Nah setelah kita ketahui sebab dan akibat dari pemanasan global yang begitu cepat, maka segalanya kini kembali ke diri kita masing-masing apakah akan mendiamkannya dan mengalir seperti apa adanya, atau kita tergerak hati untuk berperan serta aktif didalamnya. Saya sendiri jika dimintai saran, maka saya akan mendorong siapapun untuk turut serta dalam kegiatan peduli pada pemanasan global ini. Kenapa? Karena semua kegiatan harian yang saya lihat dalam kegiatan peduli lingkungan hidup ini adalah kegiatan efektif dan efisien bagi diri sendiri khusunya dan bagi lingkungan hidup kita.
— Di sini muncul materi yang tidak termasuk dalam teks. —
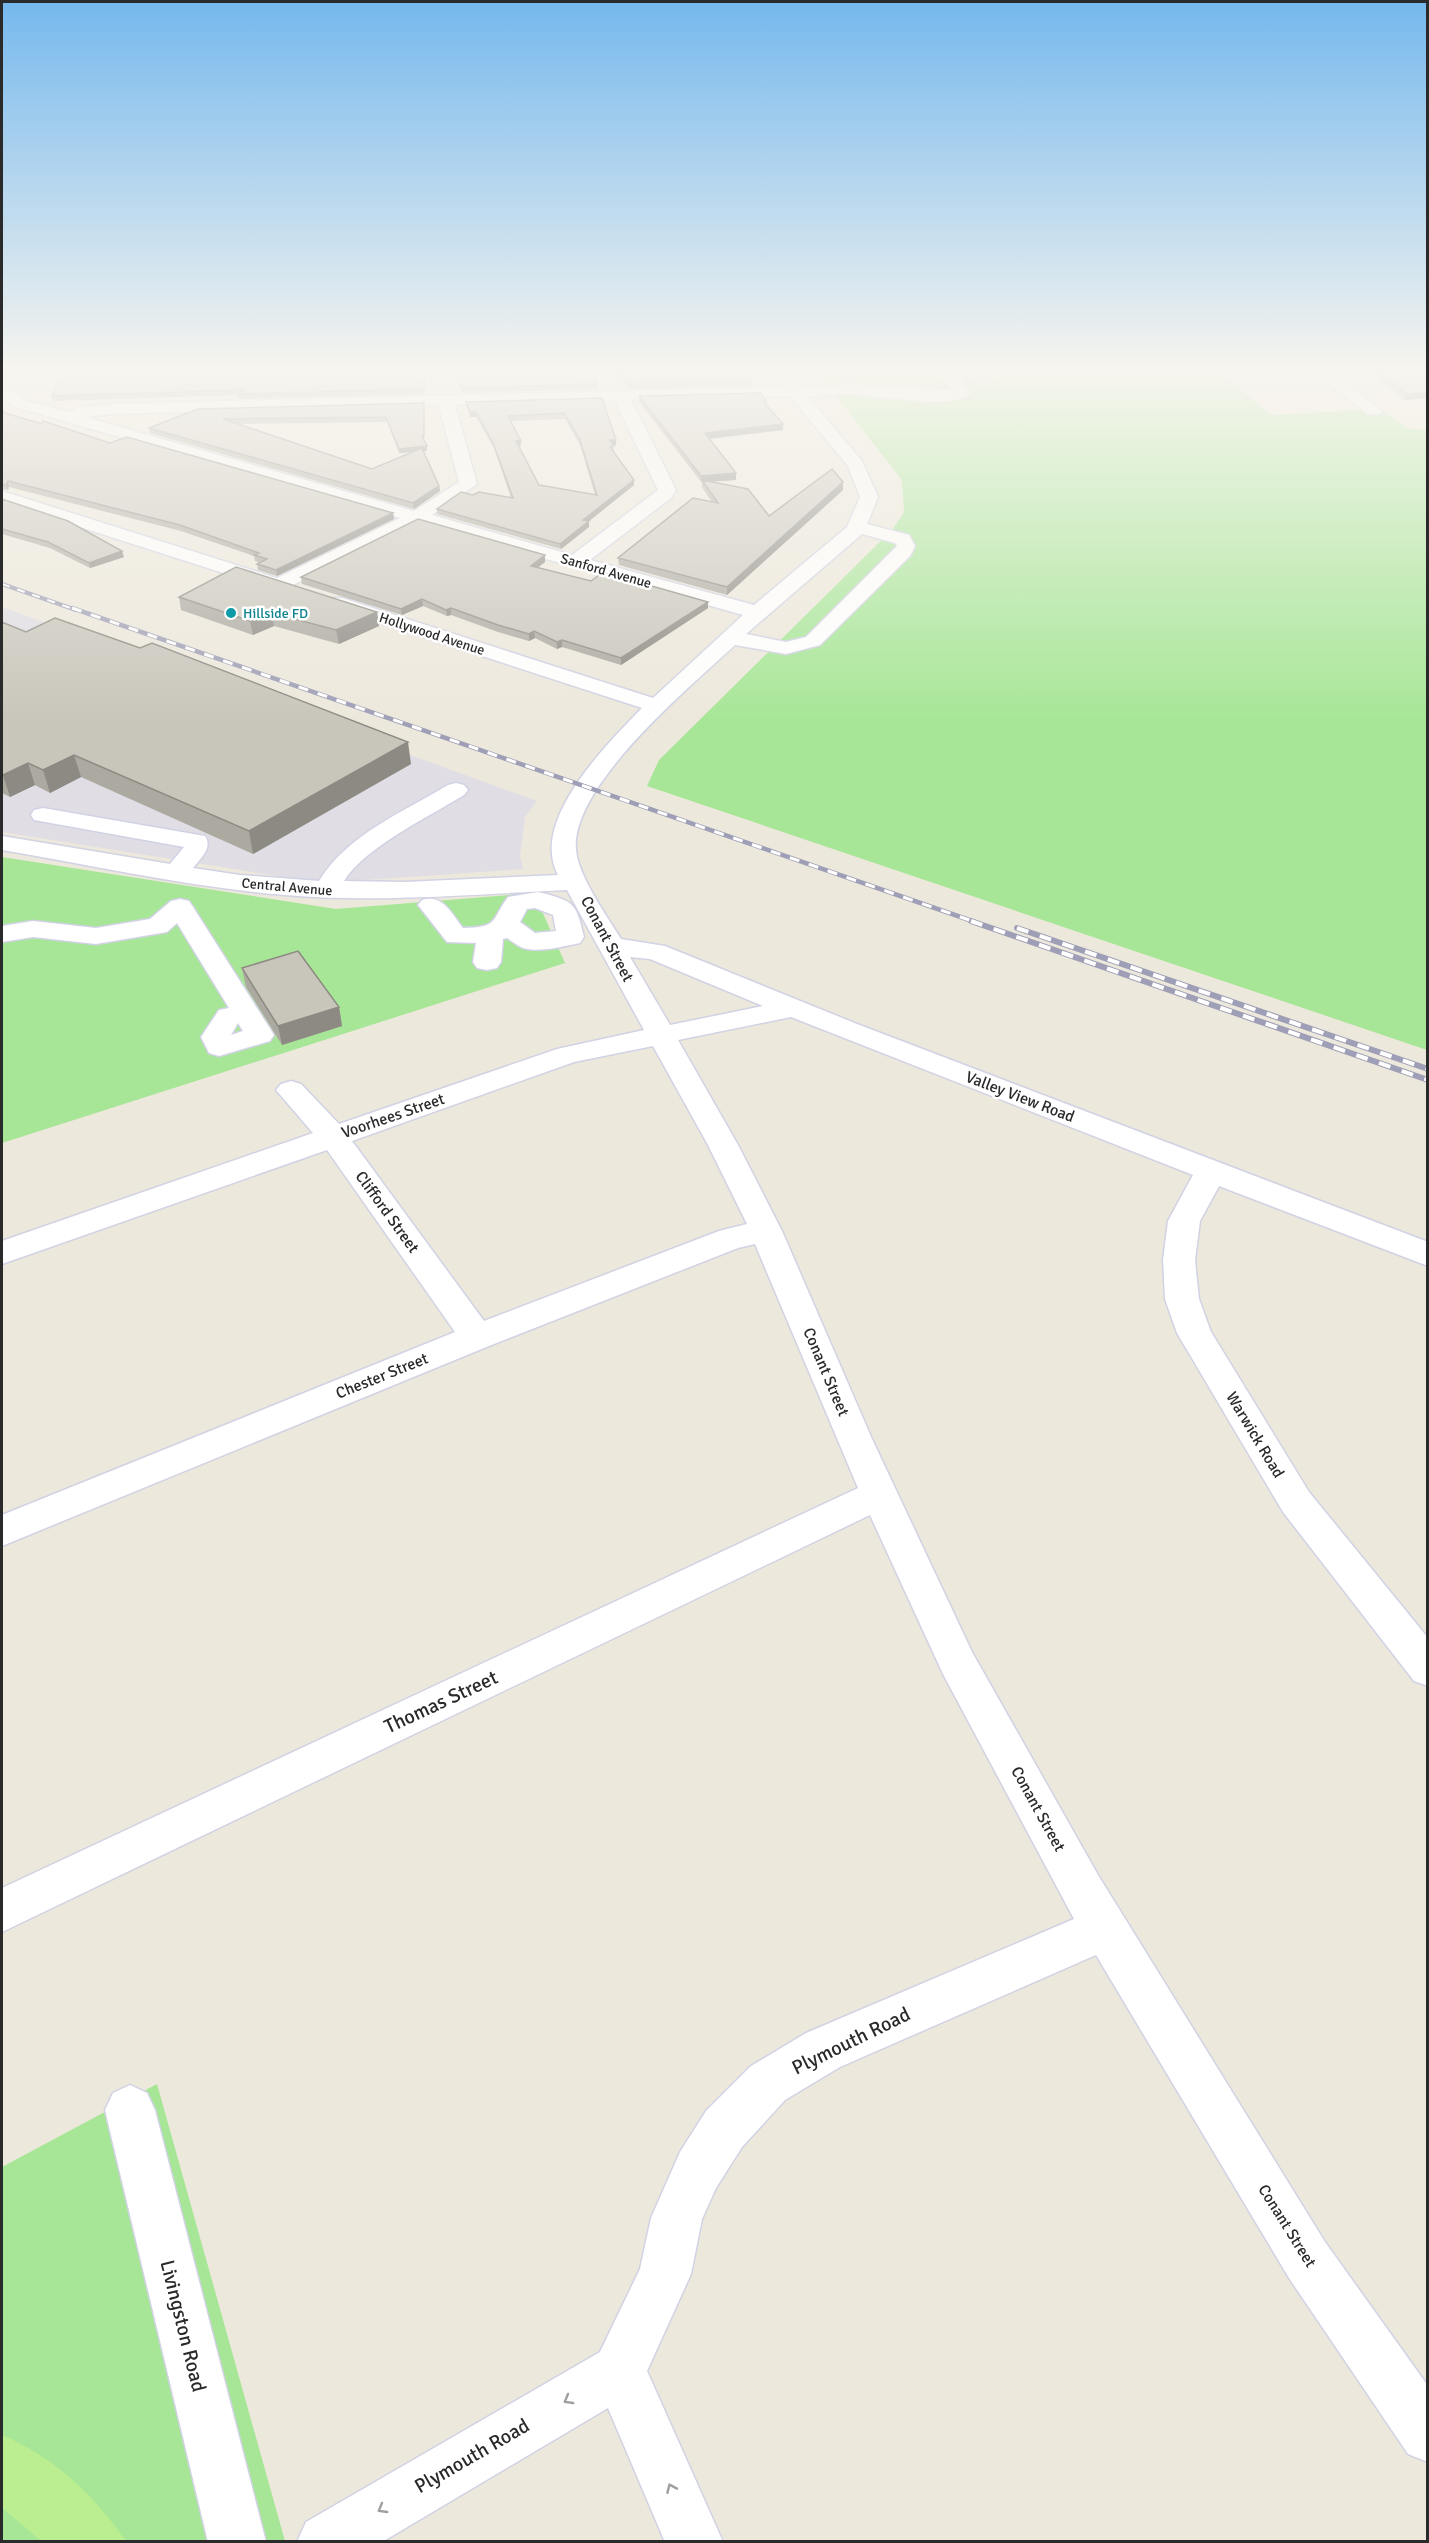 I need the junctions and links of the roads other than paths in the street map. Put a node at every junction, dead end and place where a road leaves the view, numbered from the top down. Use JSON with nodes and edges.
{"nodes":[{"id":1,"x":315,"y":488,"type":"edge"},
{"id":2,"x":462,"y":488,"type":"edge"},
{"id":3,"x":666,"y":488,"type":"edge"},
{"id":4,"x":865,"y":488,"type":"edge"},
{"id":5,"x":2,"y":496,"type":"edge"},
{"id":6,"x":417,"y":517,"type":"junction"},
{"id":7,"x":856,"y":527,"type":"junction"},
{"id":8,"x":576,"y":562,"type":"junction"},
{"id":9,"x":280,"y":584,"type":"junction"},
{"id":10,"x":758,"y":612,"type":"junction"},
{"id":11,"x":733,"y":638,"type":"junction"},
{"id":12,"x":657,"y":706,"type":"junction"},
{"id":13,"x":456,"y":790,"type":"dead end"},
{"id":14,"x":43,"y":815,"type":"dead end"},
{"id":15,"x":5,"y":848,"type":"edge"},
{"id":16,"x":176,"y":872,"type":"junction"},
{"id":17,"x":576,"y":882,"type":"junction"},
{"id":18,"x":327,"y":890,"type":"junction"},
{"id":19,"x":431,"y":905,"type":"dead end"},
{"id":20,"x":2,"y":933,"type":"edge"},
{"id":21,"x":611,"y":946,"type":"junction"},
{"id":22,"x":487,"y":962,"type":"dead end"},
{"id":23,"x":793,"y":1008,"type":"junction"},
{"id":24,"x":229,"y":1016,"type":"dead end"},
{"id":25,"x":660,"y":1036,"type":"junction"},
{"id":26,"x":291,"y":1090,"type":"dead end"},
{"id":27,"x":333,"y":1137,"type":"junction"},
{"id":28,"x":1211,"y":1171,"type":"junction"},
{"id":29,"x":766,"y":1230,"type":"junction"},
{"id":30,"x":2,"y":1253,"type":"edge"},
{"id":31,"x":1428,"y":1255,"type":"edge"},
{"id":32,"x":477,"y":1337,"type":"junction"},
{"id":33,"x":880,"y":1494,"type":"junction"},
{"id":34,"x":2,"y":1531,"type":"edge"},
{"id":35,"x":1428,"y":1669,"type":"edge"},
{"id":36,"x":2,"y":1911,"type":"edge"},
{"id":37,"x":1105,"y":1928,"type":"junction"},
{"id":38,"x":130,"y":2110,"type":"dead end"},
{"id":39,"x":619,"y":2371,"type":"junction"},
{"id":40,"x":1428,"y":2434,"type":"edge"},
{"id":41,"x":237,"y":2541,"type":"edge"},
{"id":42,"x":326,"y":2541,"type":"edge"},
{"id":43,"x":694,"y":2541,"type":"edge"}],
"edges":[{"from":1,"to":6,"type":"street","name":"Sanford Avenue"},
{"from":2,"to":6,"type":"street"},
{"from":3,"to":8,"type":"street"},
{"from":4,"to":7,"type":"street","name":"Conant Street"},
{"from":5,"to":9,"type":"street","name":"Hollywood Avenue"},
{"from":6,"to":8,"type":"street","name":"Sanford Avenue"},
{"from":6,"to":9,"type":"street"},
{"from":7,"to":10,"type":"street","name":"Conant Street"},
{"from":7,"to":11,"type":"street"},
{"from":8,"to":10,"type":"street","name":"Sanford Avenue"},
{"from":9,"to":12,"type":"street","name":"Hollywood Avenue"},
{"from":10,"to":11,"type":"street","name":"Conant Street"},
{"from":11,"to":12,"type":"street","name":"Conant Street"},
{"from":12,"to":17,"type":"street","name":"Conant Street"},
{"from":13,"to":18,"type":"street"},
{"from":14,"to":16,"type":"street"},
{"from":15,"to":16,"type":"street","name":"Central Avenue"},
{"from":16,"to":18,"type":"street","name":"Central Avenue"},
{"from":17,"to":18,"type":"street","name":"Central Avenue"},
{"from":17,"to":21,"type":"street","name":"Conant Street"},
{"from":19,"to":22,"type":"street"},
{"from":20,"to":24,"type":"street"},
{"from":21,"to":23,"type":"street","name":"Valley View Road"},
{"from":21,"to":25,"type":"street","name":"Conant Street"},
{"from":23,"to":25,"type":"street","name":"Voorhees Street"},
{"from":23,"to":28,"type":"street","name":"Valley View Road"},
{"from":25,"to":27,"type":"street","name":"Voorhees Street"},
{"from":25,"to":29,"type":"street","name":"Conant Street"},
{"from":26,"to":27,"type":"street","name":"Clifford Street"},
{"from":27,"to":30,"type":"street","name":"Voorhees Street"},
{"from":27,"to":32,"type":"street","name":"Clifford Street"},
{"from":28,"to":31,"type":"street","name":"Valley View Road"},
{"from":28,"to":35,"type":"street","name":"Warwick Road"},
{"from":29,"to":32,"type":"street","name":"Chester Street"},
{"from":29,"to":33,"type":"street","name":"Conant Street"},
{"from":32,"to":34,"type":"street","name":"Chester Street"},
{"from":33,"to":36,"type":"street","name":"Thomas Street"},
{"from":33,"to":37,"type":"street","name":"Conant Street"},
{"from":37,"to":39,"type":"street","name":"Plymouth Road"},
{"from":37,"to":40,"type":"street","name":"Conant Street"},
{"from":38,"to":41,"type":"street","name":"Livingston Road"},
{"from":39,"to":42,"type":"street","name":"Plymouth Road","one_way":true},
{"from":43,"to":39,"type":"street","one_way":true}]}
Dapat kita saksikan sendiri bagaimana aktivitas peduli lingkungan ini menyarankan masyarakat untuk mengurangi atau setidaknya selektif dalam menggunakan peralatan dan perlengkapan harian seperti berkendaraan umum, penggunaan peralatan listrik hemat energi, penghematan sumber daya air, hemat kertas, dan sebagainya. Dampak kecil dari kegiatan itu bukanlah untuk orang lain melainkan untuk diri kita sendiri juga. Tidak hanya menghemat pengeluaran uang tetapi juga waktu dan tenaga. Dan melihat hasilnya, sahabat pembaca tentu tahu alasan saya mendorong orang lain untuk melakukan hal demikian bukan?